___ RECORDS TO PROCESS

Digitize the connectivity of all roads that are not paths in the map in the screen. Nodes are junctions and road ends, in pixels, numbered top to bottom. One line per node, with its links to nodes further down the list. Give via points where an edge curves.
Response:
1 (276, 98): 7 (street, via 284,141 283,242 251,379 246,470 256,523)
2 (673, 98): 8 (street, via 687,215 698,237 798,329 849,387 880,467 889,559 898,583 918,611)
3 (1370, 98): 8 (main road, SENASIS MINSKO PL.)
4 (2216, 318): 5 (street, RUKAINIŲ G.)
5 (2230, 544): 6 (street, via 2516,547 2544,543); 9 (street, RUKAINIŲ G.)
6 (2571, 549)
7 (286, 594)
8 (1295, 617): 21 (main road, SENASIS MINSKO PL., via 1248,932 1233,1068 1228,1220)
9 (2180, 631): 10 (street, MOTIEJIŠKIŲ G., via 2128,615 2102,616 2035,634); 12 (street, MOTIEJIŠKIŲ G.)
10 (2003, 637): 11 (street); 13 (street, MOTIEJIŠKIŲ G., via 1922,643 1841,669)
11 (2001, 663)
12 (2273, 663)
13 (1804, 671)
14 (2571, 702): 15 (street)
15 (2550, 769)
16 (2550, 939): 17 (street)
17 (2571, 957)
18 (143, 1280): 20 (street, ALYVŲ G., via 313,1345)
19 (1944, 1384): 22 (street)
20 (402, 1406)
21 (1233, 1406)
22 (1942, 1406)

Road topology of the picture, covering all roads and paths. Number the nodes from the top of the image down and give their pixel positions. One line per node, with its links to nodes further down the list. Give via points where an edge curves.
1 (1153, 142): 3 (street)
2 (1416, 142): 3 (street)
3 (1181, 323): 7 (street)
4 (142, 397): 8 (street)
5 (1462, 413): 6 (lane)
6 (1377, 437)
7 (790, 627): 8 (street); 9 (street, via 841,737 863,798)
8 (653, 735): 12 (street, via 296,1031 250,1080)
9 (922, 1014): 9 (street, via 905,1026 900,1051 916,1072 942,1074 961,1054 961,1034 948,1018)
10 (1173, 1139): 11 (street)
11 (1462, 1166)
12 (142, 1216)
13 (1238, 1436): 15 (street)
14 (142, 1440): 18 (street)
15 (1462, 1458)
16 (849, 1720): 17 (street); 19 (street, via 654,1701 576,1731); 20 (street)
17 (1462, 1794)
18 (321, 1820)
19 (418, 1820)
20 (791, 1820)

______

REQUIREMENT ::
Retype every record without alteration.

TASK RESPONSE ::
Digitize the connectivity of all roads that are not paths in the map in the screen. Nodes are junctions and road ends, in pixels, numbered top to bottom. One line per node, with its links to nodes further down the list. Give via points where an edge curves.
Response:
1 (276, 98): 7 (street, via 284,141 283,242 251,379 246,470 256,523)
2 (673, 98): 8 (street, via 687,215 698,237 798,329 849,387 880,467 889,559 898,583 918,611)
3 (1370, 98): 8 (main road, SENASIS MINSKO PL.)
4 (2216, 318): 5 (street, RUKAINIŲ G.)
5 (2230, 544): 6 (street, via 2516,547 2544,543); 9 (street, RUKAINIŲ G.)
6 (2571, 549)
7 (286, 594)
8 (1295, 617): 21 (main road, SENASIS MINSKO PL., via 1248,932 1233,1068 1228,1220)
9 (2180, 631): 10 (street, MOTIEJIŠKIŲ G., via 2128,615 2102,616 2035,634); 12 (street, MOTIEJIŠKIŲ G.)
10 (2003, 637): 11 (street); 13 (street, MOTIEJIŠKIŲ G., via 1922,643 1841,669)
11 (2001, 663)
12 (2273, 663)
13 (1804, 671)
14 (2571, 702): 15 (street)
15 (2550, 769)
16 (2550, 939): 17 (street)
17 (2571, 957)
18 (143, 1280): 20 (street, ALYVŲ G., via 313,1345)
19 (1944, 1384): 22 (street)
20 (402, 1406)
21 (1233, 1406)
22 (1942, 1406)

Road topology of the picture, covering all roads and paths. Number the nodes from the top of the image down and give their pixel positions. One line per node, with its links to nodes further down the list. Give via points where an edge curves.
1 (1153, 142): 3 (street)
2 (1416, 142): 3 (street)
3 (1181, 323): 7 (street)
4 (142, 397): 8 (street)
5 (1462, 413): 6 (lane)
6 (1377, 437)
7 (790, 627): 8 (street); 9 (street, via 841,737 863,798)
8 (653, 735): 12 (street, via 296,1031 250,1080)
9 (922, 1014): 9 (street, via 905,1026 900,1051 916,1072 942,1074 961,1054 961,1034 948,1018)
10 (1173, 1139): 11 (street)
11 (1462, 1166)
12 (142, 1216)
13 (1238, 1436): 15 (street)
14 (142, 1440): 18 (street)
15 (1462, 1458)
16 (849, 1720): 17 (street); 19 (street, via 654,1701 576,1731); 20 (street)
17 (1462, 1794)
18 (321, 1820)
19 (418, 1820)
20 (791, 1820)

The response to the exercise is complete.